The Court declined to consider whether the alleged red flags actually constituted red flags or whether the company was harmed by the directors’ supposed non-responsiveness, instead dismissing the complaint because it failed to allege that the board ignored the alleged red flags. The Court highlighted that some of the documents alleged to have been red flags also included “planned remedial action,” demonstrating the board’s attentiveness. The Court rejected plaintiffs’ assertion that the FCPA corrective plans instituted by the board were too late, characterizing that claim as “simply seek[ing] to second-guess” the board.

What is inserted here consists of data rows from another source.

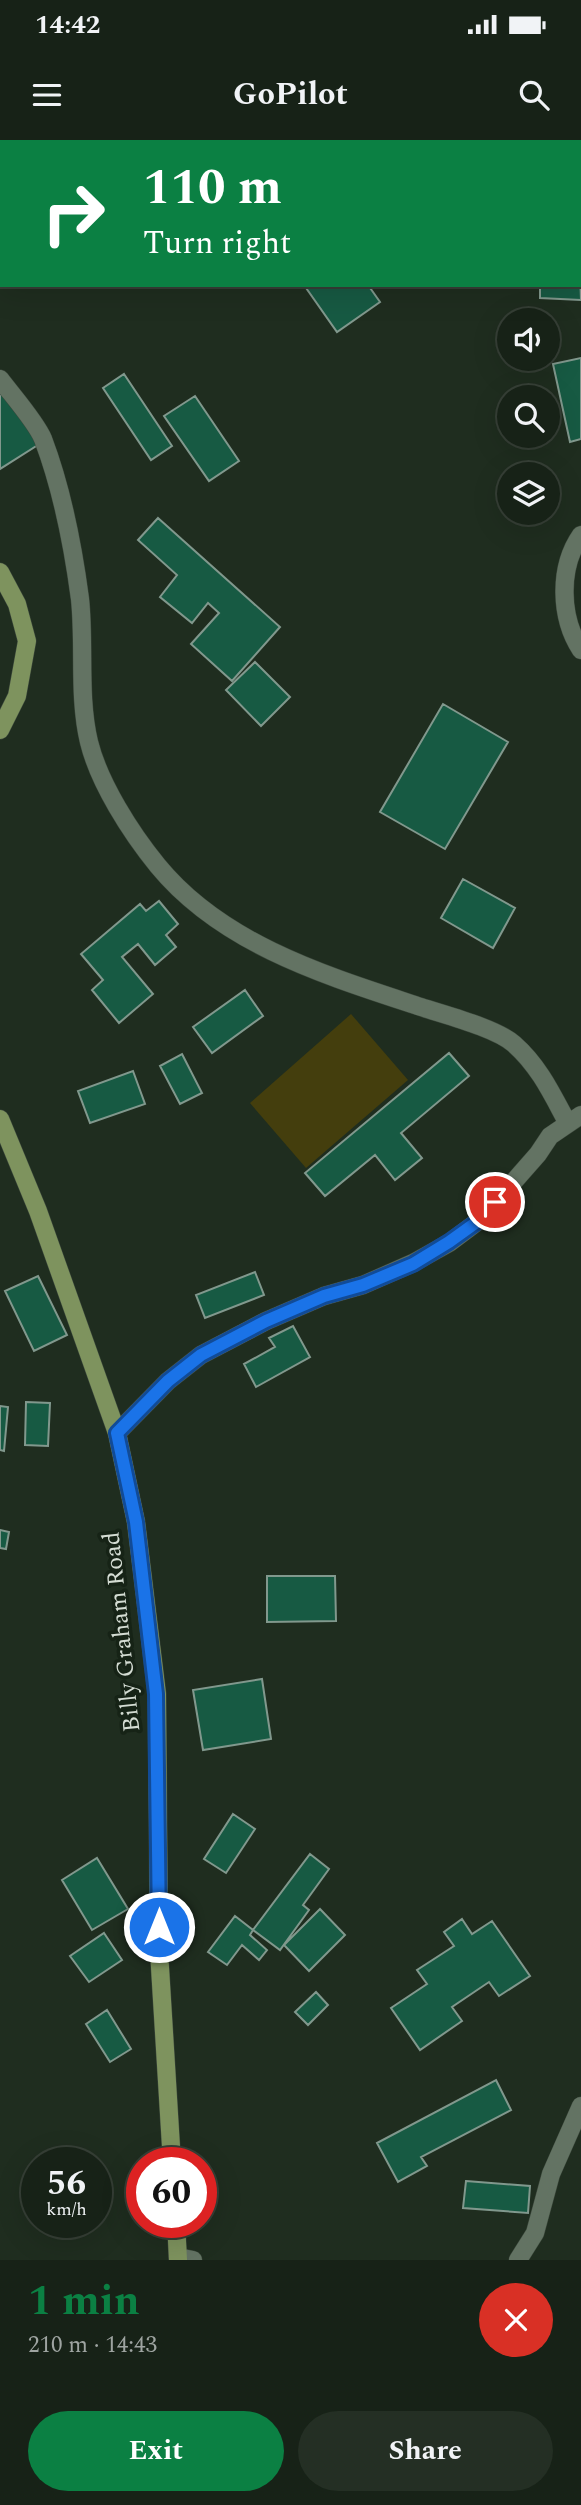 <!DOCTYPE html>
<html lang="en">
<head>
<meta charset="utf-8">
<style>
  :root { --surface:#172217; --page:#242f24; --text:#f1f3f6; --muted:#9ea4a1; --line:#363f36; --accent:#0b8043 }
  body { margin:0; font-family:Spectral,serif; background:var(--page); color:var(--text); height:100vh; display:flex; flex-direction:column; font-size:26px; white-space:nowrap }
  * { box-sizing:border-box; margin:0 }
  p { font-size:23px; color:var(--muted) }
  .icon { flex:none; width:38px; height:38px; fill:none; stroke:currentColor; stroke-width:2; stroke-linecap:round; stroke-linejoin:round }
  .map { position:relative; height:2120px; overflow:hidden }
  .side { display:flex; flex-direction:column; background:var(--surface); flex:1 }
  .side>* { flex:none }
  .banner { position:absolute; left:0px; top:0px; width:581px; height:147px; box-shadow:0 7px 28px #0002,0 0 0 2px var(--line); background:#0b8043; color:#fff; overflow:hidden }
  .buttons { position:absolute; left:497px; top:168px; display:grid; gap:14px }
  .buttons a { display:grid; place-items:center; width:63px; height:63px; border-radius:50%; background:var(--surface); box-shadow:0 7px 28px #0002,0 0 0 2px var(--line); font-size:35px }
  .speed { position:absolute; left:21px; top:2007px; display:flex; gap:14px; font-size:35px; font-weight:700; text-align:center }
  .speed>* { display:grid; place-content:center; width:91px; height:91px; border-radius:50%; background:var(--surface); box-shadow:0 7px 28px #0002,0 0 0 2px var(--line); line-height:1 }
  .speed small { font-size:18px; font-weight:400 }
  .speed .limit { border:10px solid #d22; background:#fff; color:#111 }
  .pin { position:absolute; display:grid; place-items:center; width:60px; height:60px; color:#fff; margin:-30px; border:4px solid #fff; border-radius:50%; box-shadow:0 2px 7px #0007 }
  .me { position:absolute; width:77px; margin:-38px; rotate:0deg; stroke-linejoin:round; filter:drop-shadow(0 0 5px #0008) }
  .turn { display:flex; align-items:center; gap:24px; height:147px; padding:0 28px; font-size:32px }
  .turn .icon { width:91px; height:91px; stroke-width:2.5 }
  .turn b { display:block; font-size:49px; line-height:60px }
  .round { display:grid; place-items:center; flex:none; width:74px; height:74px; border-radius:37px; background:var(--page) }
  .summary { display:flex; align-items:center; justify-content:space-between; height:119px; padding:0 28px }
  h1 { font-size:42px; font-weight:700; line-height:52px; color:var(--accent) }
  .button { display:flex; gap:14px; margin-top:auto; padding:14px 28px }
  .button a { flex:1; height:80px; border-radius:42px; background:var(--accent); color:#fff; font-size:28px; font-weight:700; line-height:80px; text-align:center }
  .button a+a { background:var(--page); color:var(--text) }
  .status { display:flex; justify-content:space-between; align-items:center; height:49px; padding:0 35px; background:var(--surface); direction:ltr }
  .status svg { height:19px; fill:currentColor }
  header { display:flex; justify-content:space-between; align-items:center; height:91px; padding:0 28px; background:var(--surface); font-size:32px; font-weight:700 }
  .map>svg:first-child { display:block }
  .green { fill:#443e0d }
  .building { fill:#175a43; stroke:#81988d; stroke-width:2 }
  .lines { fill:none; stroke-linecap:round; stroke-linejoin:round }
  .street-casing { stroke:#3d493d; stroke-width:19 }
  .primary-casing { stroke:#3d493d; stroke-width:19 }
  .street { stroke:#637363; stroke-width:18 }
  .primary { stroke:#7e935e; stroke-width:18 }
  .route-casing { stroke:#114b97; stroke-width:18 }
  .route { stroke:#1a73e8; stroke-width:12 }
  .labels { text-anchor:middle; dominant-baseline:central; stroke-width:7; stroke-linejoin:round; paint-order:stroke }
  .street-label { font-size:24px; fill:#d4dcd3; stroke:#162316 }
</style>
</head>
<body>
<div class="status"><b>14:42</b><svg viewBox="0 0 49 12"><path d="M0 12V9h3v3zM5 12V6h3v6zM10 12V3h3v9zM15 12V0h3v12zM26 1h20v11H26zM47 4h2v5h-2z"/></svg></div>
<header><svg class="icon" aria-label="menu" viewBox="0 0 24 24"><path d="M4 6h16M4 12h16M4 18h16"/></svg>GoPilot<svg class="icon" aria-label="search" viewBox="0 0 24 24"><circle cx="10" cy="10" r="6"/><path d="M15 15l6 6"/></svg></header>
<div class="map">
<svg width="581" height="2120" viewBox="0 0 581 2120">
  <rect width="100%" height="100%" fill="#1f2d1f"/>
  <path class="green" d="M351,874L408,940L306,1028L250,963Z"/>
  <path class="building" d="M579,102L581,160L540,158V145H579Z
    M304,145H368L380,162L337,192Z
    M581,218V299L570,302L553,224Z
    M124,234L172,306L151,320L103,248Z
    M0,240L41,303L0,329Z
    M195,256L239,321L209,341L164,276Z
    M158,378L280,487L232,541L191,504L219,473L208,463L192,483L160,457L177,435L138,400Z
    M255,522L290,557L261,586L226,550Z
    M443,564L508,602L445,709L380,672Z
    M463,739L515,768L493,808L441,778Z
    M159,761L178,784L166,795L176,807L155,825L138,804L122,817L153,854L119,883L92,850L103,840L81,814L140,764L146,771Z
    M245,850L263,876L212,913L193,887Z
    M449,913L469,936L401,993L422,1018L395,1040L375,1015L325,1056L305,1033Z
    M182,914L202,953L180,964L160,926Z
    M133,931L145,964L90,983L78,951Z
    M255,1132L264,1155L205,1178L196,1155Z
    M38,1136L67,1195L34,1211L5,1151Z
    M293,1186L310,1217L256,1247L244,1224L275,1207L269,1198Z
    M26,1262L50,1263L48,1306L25,1305Z
    M0,1266L8,1267L4,1311L0,1310Z
    M0,1390L9,1392L6,1409L0,1408Z
    M267,1436H335L336,1481L267,1482Z
    M262,1539L271,1599L203,1610L193,1550Z
    M233,1674L255,1689L226,1733L204,1719Z
    M310,1714L329,1729L303,1765L309,1770L280,1810L253,1790Z
    M97,1718L128,1769L92,1790L62,1740Z
    M320,1769L345,1795L309,1831L284,1805Z
    M235,1776L253,1790L250,1795L267,1810L259,1820L242,1805L227,1825L208,1812Z
    M462,1779L472,1794L492,1781L530,1836L499,1856L489,1842L452,1867L462,1881L420,1910L391,1868L427,1844L417,1830L454,1806L444,1792Z
    M104,1793L122,1820L89,1842L70,1816Z
    M316,1852L328,1865L308,1885L295,1872Z
    M107,1870L131,1909L110,1922L86,1884Z
    M496,1940L511,1970L421,2017L427,2026L398,2042L377,2003Z
    M466,2041L530,2046L528,2073L463,2068Z"/>
  <g class="lines">
    <defs>
      <path id="street" d="M572,0L574,2
        M0,239C12,255 36,282 43,299C62,349 73,406 80,459C85,506 78,556 89,602C99,643 131,693 158,726C223,805 327,836 421,867C445,875 496,888 514,904C539,926 552,954 567,982
        M581,395C558,428 560,478 581,510
        M117,1293L168,1241L201,1215L266,1181L324,1156L363,1145L413,1123L449,1103L481,1079L538,1014L550,996L581,975
        M178,2117L193,2120
        M518,2120L535,2093L551,2034L581,1966"/>
      <path id="primary" d="M0,432L17,464L27,501L17,556L0,590
        M0,979L38,1071L117,1293L136,1382L157,1554L159,1811L172,2023
        M176,2082L178,2120"/>
    </defs>
    <use href="#street" class="street-casing"/>
    <use href="#primary" class="primary-casing"/>
    <use href="#street" class="street"/>
    <use href="#primary" class="primary"/>
  </g>
  <g class="lines">
    <defs>
      <path id="route" d="M159,1787L156,1554L136,1382L117,1293L168,1241L201,1215L266,1181L324,1156L363,1145L413,1124L449,1102L481,1079L495,1062"/>
    </defs>
    <use href="#route" class="route-casing"/>
    <use href="#route" class="route"/>
  </g>
  <g class="labels">
    <g class="street-label">
      <text transform="translate(122 1492) rotate(-96)">Billy Graham Road</text>
    </g>
  </g>
</svg>
<div class="buttons">
<a><svg class="icon" aria-label="sound" viewBox="0 0 24 24"><path d="M4 9h4l5-4v14l-5-4H4zM17 9q2 3 0 6"/></svg></a>
<a><svg class="icon" aria-label="search" viewBox="0 0 24 24"><circle cx="10" cy="10" r="6"/><path d="M15 15l6 6"/></svg></a>
<a><svg class="icon" aria-label="layers" viewBox="0 0 24 24"><path d="M12 4l9 5-9 5-9-5zM3 14l9 5 9-5"/></svg></a>
</div>
<div class="speed"><div>56<small>km/h</small></div><div class="limit">60</div></div>
<div class="pin" style="left:495px;top:1062px;background:#d93025"><svg class="icon" aria-label="arrive" viewBox="0 0 24 24"><path d="M6 21V4h12l-3 4 3 4H6"/></svg></div>
<svg class="me" style="left:159px;top:1787px" viewBox="-20 -20 40 40"><circle r="17" fill="#1a73e8" stroke="#fff" stroke-width="3"/><path d="M0-11L8 9 0 5-8 9z" fill="#fff"/></svg>
<div class="banner">
<div class="turn"><svg class="icon" aria-label="right" viewBox="0 0 24 24"><path d="M7 20v-9h11M14 6l5 5-5 5"/></svg><div><b>110 m</b>Turn right</div></div>
</div>
</div>
<section class="side">
<div class="summary"><div><h1>1 min</h1><p>210 m · 14:43</p></div><a class="round" style="background:#d93025;color:#fff"><svg class="icon" aria-label="close" viewBox="0 0 24 24"><path d="M6 6l12 12M18 6L6 18"/></svg></a></div>
<div class="button"><a>Exit</a><a>Share</a></div>
</section>
</body>
</html>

Finding no “particularized facts giving rise to an inference that a majority of the board face[d] a substantial likelihood of liability,” the Court found that the plaintiffs failed to justify their failure to make a pre-suit demand on the board to pursue the claims under Delaware Court of Chancery Rule 23.1. The Court also rejected plaintiffs’ argument that the SEC “cease-and-desist order describ[ing] internal control violations of the FCPA” meant that the complaint “necessarily stated” a breach of fiduciary duty claim. The Court explained: “Delaware law, not the FCPA, establishes the standard for director liability, and under Delaware law, Plaintiffs’ Complaint does not allege bad faith.”